Freaky way of allocating two-dimensional array?

Question

In a project, somebody pushed this line:

double (*e)[n+1] = malloc((n+1) * sizeof(*e));

Which supposedly creates a two-dimensional array of (n+1)*(n+1) doubles.

Supposedly, I say, because so far, nobody I asked could tell me what this does, exactly, nor where it originated from or why it should work (which allegedly, it does, but I'm not yet buying it).

Perhaps I'm missing something obvious, but I'd appreciate it if somebody could explain above line to me. Because personally, I'd feel much better if we'd use something we actually understand.

For the record, that *is* the one and only way of allocating an actual 2D array dynamically. — Quentin, Apr 22 '16 at 13:06

score 89 · Accepted Answer · answered Apr 22 '16 at 12:51

89

The variable e is a pointer to an array of n + 1 elements of type double.

Using the dereference operator on e gives you the base-type of e which is " array of n + 1 elements of type double".

The malloc call simply takes the base-type of e (explained above) and gets its size, multiplies it by n + 1, and passing that size to the malloc function. Essentially allocating an array of n + 1 arrays of n + 1 elements of double.

answered Apr 22 '16 at 12:51

Some programmer dude

363,249
31
351
550

1

I don't understand. That malloc is not allocating enough space for [n+1]*[n+1] ? – Martin James Apr 22 '16 at 12:57
3

@MartinJames `sizeof(*e)` is equivalent to `sizeof(double [n + 1])`. Multiply that with `n + 1` and you get enough. – Some programmer dude Apr 22 '16 at 12:58
This even works if `n` is a function argument. At least with `-std=gnu99` or `-std=c99`. – jdarthenay Apr 22 '16 at 13:00
25

@MartinJames: What's wrong with it? It's not that eye-stabby, it guarantees that allocated rows are contiguous, and you can index it like any other 2D array. I use this idiom a lot in my own code. – John Bode Apr 22 '16 at 13:11
3

It may seem obvious, but this only works for *square* arrays (same dimensions). – Jens Apr 22 '16 at 17:09
19

@Jens: Only in the sense that if you put `n+1` for both dimensions, the result will be square. If you do `double (*e)[cols] = malloc(rows * sizeof(*e));`, the result will have have whatever number of rows and columns you specified. – user2357112 supports Monica Apr 22 '16 at 21:47
9

@user2357112 Now that I would much rather see. Even if it means you have to add `int rows = n+1` and `int cols = n+1`. God save us from clever code. – candied_orange Apr 22 '16 at 23:19
I guess such an expression limits the "dynamism" of widening/stretching the array in just either rows or columns, but not both. (Well, for C89 as [this question](http://stackoverflow.com/questions/12462615/how-do-i-correctly-set-up-access-and-free-a-multidimensional-array-in-c?lq=1) states that C99 supports the left-hand `double (*e)[variable]` syntax.) – logo_writer Apr 24 '16 at 00:50
1

@JoachimPileborg `sizeof(*e)` is technically UB here - http://stackoverflow.com/q/32985424/2757035 - so I've got to prefer Lundin's answer as it shows an infinitely safer way of sizing the `malloc`. – underscore_d Apr 24 '16 at 15:24

Lundin · Answer 2 · 2016-04-22T12:57:25.493

57

This is the typical way you should allocate 2D arrays dynamically.

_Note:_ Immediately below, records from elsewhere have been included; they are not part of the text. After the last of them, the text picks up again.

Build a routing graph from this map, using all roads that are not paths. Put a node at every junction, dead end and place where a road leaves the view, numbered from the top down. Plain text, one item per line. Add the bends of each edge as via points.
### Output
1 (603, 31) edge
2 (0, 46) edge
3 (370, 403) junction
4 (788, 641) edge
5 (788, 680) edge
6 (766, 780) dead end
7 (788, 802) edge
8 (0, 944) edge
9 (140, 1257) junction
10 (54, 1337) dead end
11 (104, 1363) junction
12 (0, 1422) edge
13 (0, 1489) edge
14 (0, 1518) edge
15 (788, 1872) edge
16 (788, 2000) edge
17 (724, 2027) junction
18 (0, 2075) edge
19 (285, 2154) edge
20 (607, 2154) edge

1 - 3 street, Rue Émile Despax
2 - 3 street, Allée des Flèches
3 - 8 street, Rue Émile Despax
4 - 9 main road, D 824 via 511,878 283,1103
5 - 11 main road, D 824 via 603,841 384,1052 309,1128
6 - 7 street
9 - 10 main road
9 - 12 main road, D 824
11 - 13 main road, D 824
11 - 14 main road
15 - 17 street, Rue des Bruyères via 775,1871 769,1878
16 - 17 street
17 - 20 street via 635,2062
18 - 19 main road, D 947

e is an array pointer to an array of type double [n+1].
sizeof(*e) therefore gives the type of the pointed-at type, which is the size of one double [n+1] array.
You allocate room for n+1 such arrays.
You set the array pointer e to point at the first array in this array of arrays.
This allows you to use e as e[i][j] to access individual items in the 2D array.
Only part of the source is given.